[Coral-List] Getting creative about coral bleaching?

Austin Bowden-Kerby abowdenkerby at gmail.com
Thu Jul 20 21:53:48 UTC 2023


Hi Katy,

Very good questions, but you won't likely find this in the literature. I
will share what I know and my suggestions from personal experience below.
What you and all coral reef people in Florida and much of the Caribbean are
facing must be horrific, but the days of sitting by and watching should not
continue.

I think that it is too late to consider nutrients or other such
interventions widely, but it might be a good time for experimentation.
Here in Fiji, I ran an experiment in 2019 using iron chelate, manganese
chelate, and phosphate, as the literature suggested that these nutrients
might help reinforce the symbionts and prevent bleaching.  I collected
coral fragments from cooler reefs and brought them inshore to warmer reefs
during a moderate bleaching event.  I treated the corals by soaking in the
respective solutions for just an hour.  The results were inconclusive,
likely due to our already nutrient enriched waters, but Mn did seem to
help.  I think for the oligotrophic waters of oceanic atolls that nutrient
treatment might be much more effective.

But I think all those doing restoration might consider direct interventions
like shading.  We have collected coral fragments during a bleaching event
and put them under shade in the nursery. They did very well despite the hot
water and the fact that they changed their orientation on the rope
nursery.  During the summer months, UV stress adds to any heat stress
during transplantation.  Shading is able to prevent bleaching on the
up-facing sides of the fragments during the hot summer months, and this
includes during bleaching events.  With shading, it is possible to gather
bits of all the coral genotypes as a bleaching approaches or even during a
bleaching, to help ensure that you do not lose the genotypes.  Shading is a
fairly straightforward process for the rope nurseries suspended from metal
bar tables hammered into the substratum.  We use two iron rods, each sewn
into the ends of nursery shade cloth 50% shade, and draped over the
sections. We scrub the shade cloth once a week.

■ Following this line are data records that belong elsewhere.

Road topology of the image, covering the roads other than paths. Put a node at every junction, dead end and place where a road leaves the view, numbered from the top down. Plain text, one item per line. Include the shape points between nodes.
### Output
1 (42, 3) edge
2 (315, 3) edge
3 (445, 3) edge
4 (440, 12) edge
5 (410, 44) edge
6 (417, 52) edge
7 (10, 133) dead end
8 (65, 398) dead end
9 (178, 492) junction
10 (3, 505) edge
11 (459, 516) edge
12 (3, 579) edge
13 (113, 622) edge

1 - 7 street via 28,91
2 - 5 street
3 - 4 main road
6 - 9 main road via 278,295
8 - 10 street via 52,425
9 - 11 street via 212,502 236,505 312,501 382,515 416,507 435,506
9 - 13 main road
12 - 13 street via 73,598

For those using the floating tree nurseries, you might consider the option
of lowering the nurseries deeper, or moving the nurseries to deeper water,
or perhaps creating new multiple genotype nurseries, and moving those into
cooler or deeper waters during this heat stress, so that you don't lose
your genotypes?  If you are going to try something, the sooner the better!

We have also collected bleaching resistant corals during the recent
bleaching event, on the back side of the bleaching, when the waters had
already begun to cool.  The bleached corals take many weeks to recover, and
so you have a month or so to identify and collect those which did not
bleach.  This past April, I worked with the indigenous youth of Moturiki
Island to create a nursery of bleaching resistant corals. The mass
bleaching was very bad in the East of Fiji and resulted in about 99%
bleaching of the Acropora corals and about 30% mortality in our site.  The
community required bleaching resistant corals to work with, to enhance
their no-take Tabu areas, and we realized that within a month or so, the
expansive masses of partially bleached corals would mostly recover,
obscuring the bleaching resistant ones.  The youth were trained to
differentiate between bleached, recently dead, and unbleached corals, and
then we all fanned out on the reef to find and collect the few unbleached
Acropora corals (within 200-300 meters). These few bleaching resistant
corals, collected as intact whole colonies, were put onto a table nursery,
unshaded.  This was undoubtedly a bit of a stress, but they did not bleach
in the UV, as we maintained the colonies in their original upright
position.

Perhaps the most important intervention is after the bleaching subsides.
If you have had a lot of coral mortality, the predator to prey ratio of
coral predators to their favorite coral species will be skewed.  This has a
very negative impact, as these predators will kill off some or all of your
bleaching-resistant survivors, and this will prevent natural adaptation
processes from occurring.  So it is vital to closely monitor anything rare
post-bleaching, and to conduct predator removal activities.  Sometimes
parrotfish and butterflyfish can wipe out the few remaining corals,
especially the Acropora. Badly bitten corlas require a rapid
intervention.  Rope and floating nurseries provide a refuge from parrotfish
predation, while fixed nurseries do not, unless they are located off the
reef in the sand, too far for the fish to cross. The down-side is that
without the reef fish to clean the nursery, you will have to do regular
cleaning.  The floating nurseries would also be ideal for isolation from
predators, but if the UV levels are high, how might you shade them?
Perhaps locate them in deeper water until the UV levels decline?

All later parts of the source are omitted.